■ What you have to do:
Copy exactly the line that contains "Which roads connect where in the map above?" plus all remaining lines of the data, and leave out every line before it.

++++++++++++++++++++

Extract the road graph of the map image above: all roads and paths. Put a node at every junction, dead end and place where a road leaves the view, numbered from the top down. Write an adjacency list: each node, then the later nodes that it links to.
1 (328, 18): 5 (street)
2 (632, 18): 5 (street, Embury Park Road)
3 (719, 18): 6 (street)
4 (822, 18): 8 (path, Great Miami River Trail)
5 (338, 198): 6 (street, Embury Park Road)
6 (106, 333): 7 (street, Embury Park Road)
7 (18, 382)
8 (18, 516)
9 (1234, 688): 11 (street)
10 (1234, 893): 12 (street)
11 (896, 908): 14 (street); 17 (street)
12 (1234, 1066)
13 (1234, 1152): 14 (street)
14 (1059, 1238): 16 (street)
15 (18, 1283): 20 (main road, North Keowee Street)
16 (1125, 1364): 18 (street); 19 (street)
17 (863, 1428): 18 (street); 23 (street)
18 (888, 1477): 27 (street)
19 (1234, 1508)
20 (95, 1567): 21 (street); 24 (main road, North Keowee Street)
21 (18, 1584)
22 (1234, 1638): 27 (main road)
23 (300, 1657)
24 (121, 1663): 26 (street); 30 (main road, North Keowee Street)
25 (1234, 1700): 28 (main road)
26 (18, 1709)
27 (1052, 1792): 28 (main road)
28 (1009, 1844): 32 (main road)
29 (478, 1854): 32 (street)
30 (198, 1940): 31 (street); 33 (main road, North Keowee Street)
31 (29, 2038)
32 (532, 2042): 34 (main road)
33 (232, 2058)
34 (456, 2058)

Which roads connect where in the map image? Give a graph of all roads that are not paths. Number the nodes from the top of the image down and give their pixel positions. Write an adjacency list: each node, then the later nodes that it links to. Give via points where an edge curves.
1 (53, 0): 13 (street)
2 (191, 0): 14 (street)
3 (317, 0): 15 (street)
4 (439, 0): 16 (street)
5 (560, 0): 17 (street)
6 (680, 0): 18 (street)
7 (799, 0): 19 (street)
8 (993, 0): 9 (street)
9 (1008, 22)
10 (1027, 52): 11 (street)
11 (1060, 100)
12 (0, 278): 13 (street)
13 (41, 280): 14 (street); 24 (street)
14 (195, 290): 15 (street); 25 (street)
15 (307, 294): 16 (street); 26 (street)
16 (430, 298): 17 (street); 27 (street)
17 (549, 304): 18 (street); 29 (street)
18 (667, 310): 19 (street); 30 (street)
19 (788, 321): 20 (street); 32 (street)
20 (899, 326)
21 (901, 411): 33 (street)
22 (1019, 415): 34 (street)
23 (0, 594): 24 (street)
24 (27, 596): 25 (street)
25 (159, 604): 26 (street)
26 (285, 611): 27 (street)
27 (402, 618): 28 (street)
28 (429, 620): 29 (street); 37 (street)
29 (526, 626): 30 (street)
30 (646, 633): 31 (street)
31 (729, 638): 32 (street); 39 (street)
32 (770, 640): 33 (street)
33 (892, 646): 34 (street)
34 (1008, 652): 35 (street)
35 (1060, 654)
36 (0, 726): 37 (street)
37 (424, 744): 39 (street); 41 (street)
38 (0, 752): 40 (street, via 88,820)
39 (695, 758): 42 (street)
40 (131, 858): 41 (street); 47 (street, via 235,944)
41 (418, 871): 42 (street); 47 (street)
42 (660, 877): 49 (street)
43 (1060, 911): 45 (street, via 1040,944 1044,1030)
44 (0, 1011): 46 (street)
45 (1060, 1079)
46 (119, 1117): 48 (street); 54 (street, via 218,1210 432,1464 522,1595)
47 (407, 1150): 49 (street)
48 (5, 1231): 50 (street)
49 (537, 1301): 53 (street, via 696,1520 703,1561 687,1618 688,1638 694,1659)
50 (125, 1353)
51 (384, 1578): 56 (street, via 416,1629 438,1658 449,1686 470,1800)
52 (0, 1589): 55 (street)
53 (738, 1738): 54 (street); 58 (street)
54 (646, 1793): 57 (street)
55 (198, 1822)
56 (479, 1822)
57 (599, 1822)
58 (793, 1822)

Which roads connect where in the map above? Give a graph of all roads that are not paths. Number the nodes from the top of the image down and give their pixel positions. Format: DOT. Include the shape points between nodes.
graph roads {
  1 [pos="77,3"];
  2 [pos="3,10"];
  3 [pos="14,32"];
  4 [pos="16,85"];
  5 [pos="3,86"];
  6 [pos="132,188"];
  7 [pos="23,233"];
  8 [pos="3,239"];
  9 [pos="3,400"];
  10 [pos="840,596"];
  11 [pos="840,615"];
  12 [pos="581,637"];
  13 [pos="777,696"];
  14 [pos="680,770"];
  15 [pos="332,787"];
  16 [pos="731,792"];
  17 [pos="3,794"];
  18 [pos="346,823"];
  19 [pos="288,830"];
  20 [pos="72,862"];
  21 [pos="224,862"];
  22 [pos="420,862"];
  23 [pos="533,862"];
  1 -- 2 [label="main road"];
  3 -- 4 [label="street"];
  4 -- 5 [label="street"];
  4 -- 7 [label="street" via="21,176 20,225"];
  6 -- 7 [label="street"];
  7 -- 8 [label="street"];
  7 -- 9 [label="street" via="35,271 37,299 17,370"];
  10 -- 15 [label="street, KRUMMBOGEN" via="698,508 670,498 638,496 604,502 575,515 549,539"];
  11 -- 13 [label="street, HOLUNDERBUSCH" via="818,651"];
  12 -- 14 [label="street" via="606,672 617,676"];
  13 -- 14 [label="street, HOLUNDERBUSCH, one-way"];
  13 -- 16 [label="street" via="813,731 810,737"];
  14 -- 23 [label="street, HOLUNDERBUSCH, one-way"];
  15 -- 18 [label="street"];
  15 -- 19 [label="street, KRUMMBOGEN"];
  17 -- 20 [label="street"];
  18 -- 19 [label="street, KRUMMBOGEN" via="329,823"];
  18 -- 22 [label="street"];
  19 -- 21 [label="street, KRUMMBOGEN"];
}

++++++++++++++++++++

■ Solution for this problem:
Which roads connect where in the map above? Give a graph of all roads that are not paths. Number the nodes from the top of the image down and give their pixel positions. Format: DOT. Include the shape points between nodes.
graph roads {
  1 [pos="77,3"];
  2 [pos="3,10"];
  3 [pos="14,32"];
  4 [pos="16,85"];
  5 [pos="3,86"];
  6 [pos="132,188"];
  7 [pos="23,233"];
  8 [pos="3,239"];
  9 [pos="3,400"];
  10 [pos="840,596"];
  11 [pos="840,615"];
  12 [pos="581,637"];
  13 [pos="777,696"];
  14 [pos="680,770"];
  15 [pos="332,787"];
  16 [pos="731,792"];
  17 [pos="3,794"];
  18 [pos="346,823"];
  19 [pos="288,830"];
  20 [pos="72,862"];
  21 [pos="224,862"];
  22 [pos="420,862"];
  23 [pos="533,862"];
  1 -- 2 [label="main road"];
  3 -- 4 [label="street"];
  4 -- 5 [label="street"];
  4 -- 7 [label="street" via="21,176 20,225"];
  6 -- 7 [label="street"];
  7 -- 8 [label="street"];
  7 -- 9 [label="street" via="35,271 37,299 17,370"];
  10 -- 15 [label="street, KRUMMBOGEN" via="698,508 670,498 638,496 604,502 575,515 549,539"];
  11 -- 13 [label="street, HOLUNDERBUSCH" via="818,651"];
  12 -- 14 [label="street" via="606,672 617,676"];
  13 -- 14 [label="street, HOLUNDERBUSCH, one-way"];
  13 -- 16 [label="street" via="813,731 810,737"];
  14 -- 23 [label="street, HOLUNDERBUSCH, one-way"];
  15 -- 18 [label="street"];
  15 -- 19 [label="street, KRUMMBOGEN"];
  17 -- 20 [label="street"];
  18 -- 19 [label="street, KRUMMBOGEN" via="329,823"];
  18 -- 22 [label="street"];
  19 -- 21 [label="street, KRUMMBOGEN"];
}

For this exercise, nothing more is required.